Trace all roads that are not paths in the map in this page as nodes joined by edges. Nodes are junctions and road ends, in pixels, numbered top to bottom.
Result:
________________
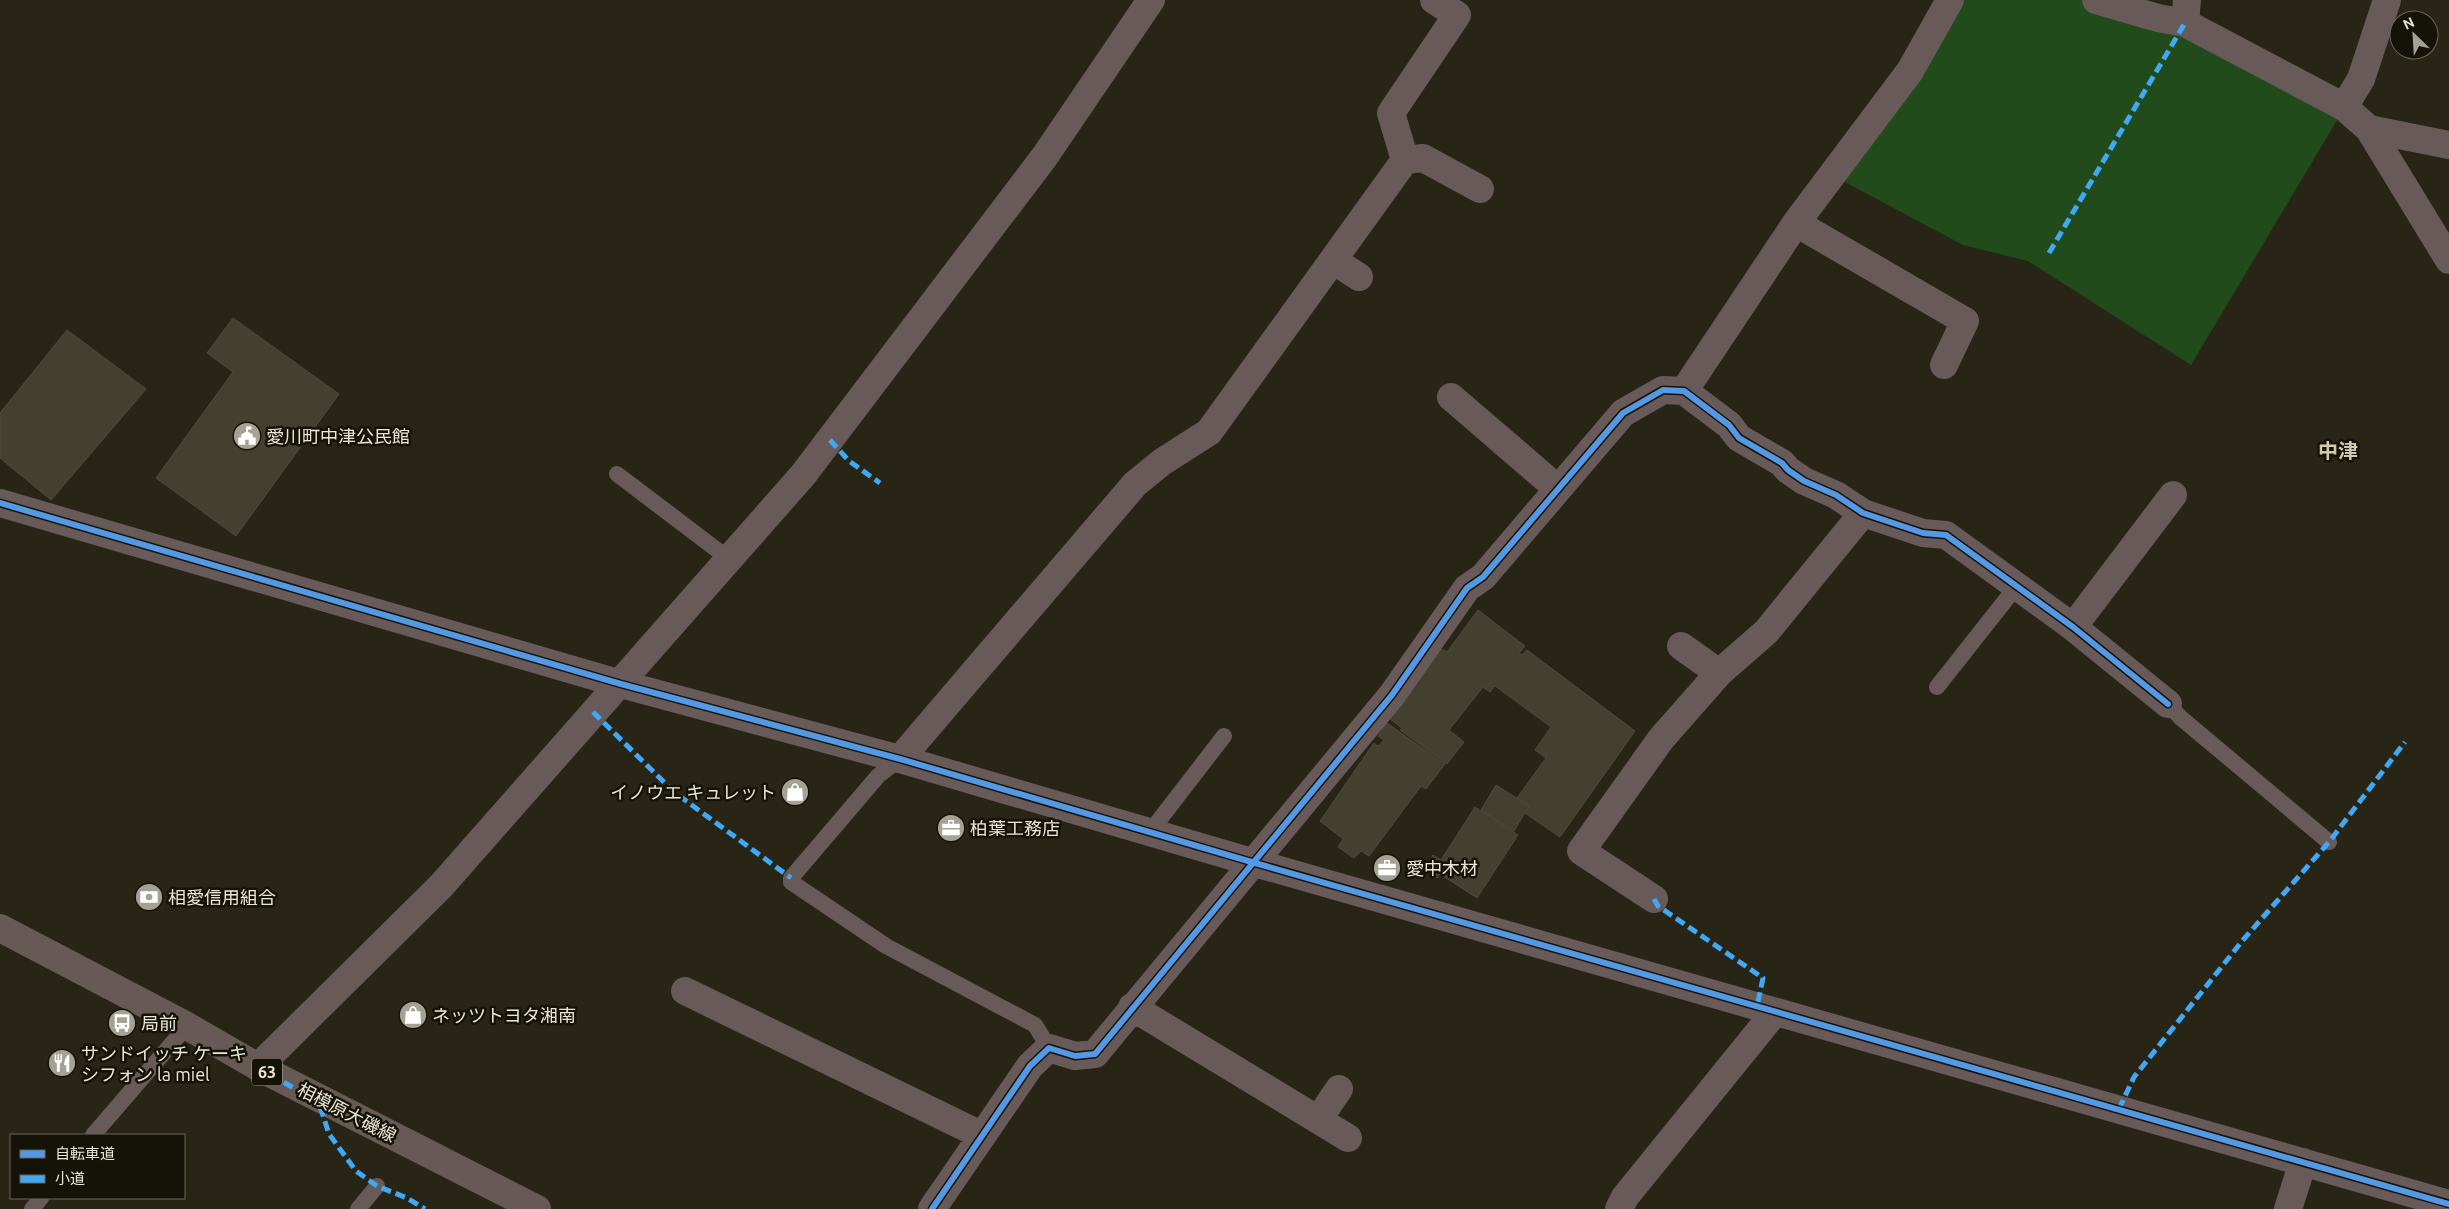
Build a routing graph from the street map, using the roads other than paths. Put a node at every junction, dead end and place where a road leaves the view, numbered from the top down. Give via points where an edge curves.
________________
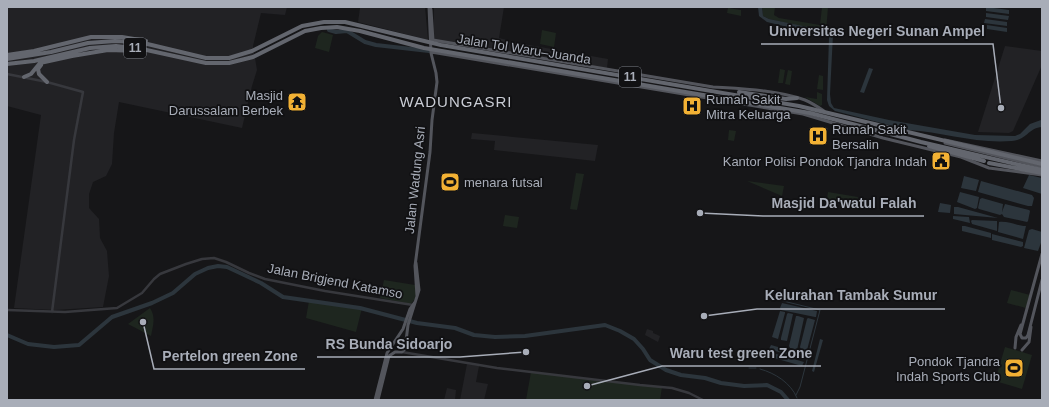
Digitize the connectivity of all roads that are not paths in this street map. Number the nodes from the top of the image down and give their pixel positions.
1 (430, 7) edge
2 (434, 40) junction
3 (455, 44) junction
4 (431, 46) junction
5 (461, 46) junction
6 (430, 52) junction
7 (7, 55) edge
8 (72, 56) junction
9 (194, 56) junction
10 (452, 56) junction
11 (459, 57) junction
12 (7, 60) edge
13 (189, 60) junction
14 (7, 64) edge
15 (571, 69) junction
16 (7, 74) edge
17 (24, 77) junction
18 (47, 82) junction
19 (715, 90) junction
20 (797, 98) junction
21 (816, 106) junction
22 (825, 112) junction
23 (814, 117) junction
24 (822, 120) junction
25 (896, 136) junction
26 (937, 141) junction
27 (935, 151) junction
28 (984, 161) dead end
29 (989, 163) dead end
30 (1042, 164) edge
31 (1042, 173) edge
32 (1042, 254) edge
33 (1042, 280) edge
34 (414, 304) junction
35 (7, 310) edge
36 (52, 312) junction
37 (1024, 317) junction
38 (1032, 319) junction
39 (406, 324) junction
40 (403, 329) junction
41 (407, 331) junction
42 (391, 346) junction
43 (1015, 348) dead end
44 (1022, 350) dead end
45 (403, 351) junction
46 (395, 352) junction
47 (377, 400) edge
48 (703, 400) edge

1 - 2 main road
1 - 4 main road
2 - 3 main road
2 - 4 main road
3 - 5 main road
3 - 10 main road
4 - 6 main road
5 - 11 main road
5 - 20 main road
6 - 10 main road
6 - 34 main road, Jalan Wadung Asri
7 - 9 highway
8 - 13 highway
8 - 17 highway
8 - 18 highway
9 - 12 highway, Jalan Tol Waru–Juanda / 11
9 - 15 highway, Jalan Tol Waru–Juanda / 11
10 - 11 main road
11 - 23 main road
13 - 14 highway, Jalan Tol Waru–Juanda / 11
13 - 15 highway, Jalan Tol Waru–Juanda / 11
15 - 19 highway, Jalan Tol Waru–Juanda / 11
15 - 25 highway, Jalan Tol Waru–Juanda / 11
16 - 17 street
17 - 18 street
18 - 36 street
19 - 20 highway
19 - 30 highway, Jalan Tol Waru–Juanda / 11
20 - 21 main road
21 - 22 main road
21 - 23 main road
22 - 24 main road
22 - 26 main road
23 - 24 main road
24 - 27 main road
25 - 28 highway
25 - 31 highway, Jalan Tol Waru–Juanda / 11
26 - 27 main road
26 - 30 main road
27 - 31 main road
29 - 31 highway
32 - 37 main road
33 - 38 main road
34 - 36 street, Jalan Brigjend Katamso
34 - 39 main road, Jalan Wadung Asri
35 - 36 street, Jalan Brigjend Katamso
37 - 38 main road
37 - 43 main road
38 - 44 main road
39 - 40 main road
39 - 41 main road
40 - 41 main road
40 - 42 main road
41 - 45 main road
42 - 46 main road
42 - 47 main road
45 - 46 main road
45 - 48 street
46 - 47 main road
________________
**Activity**
Every line in the data above that contains the word "numbered" should be copied.

**Answer section**
Trace all roads that are not paths in the map in this page as nodes joined by edges. Nodes are junctions and road ends, in pixels, numbered top to bottom.
Build a routing graph from the street map, using the roads other than paths. Put a node at every junction, dead end and place where a road leaves the view, numbered from the top down. Give via points where an edge curves.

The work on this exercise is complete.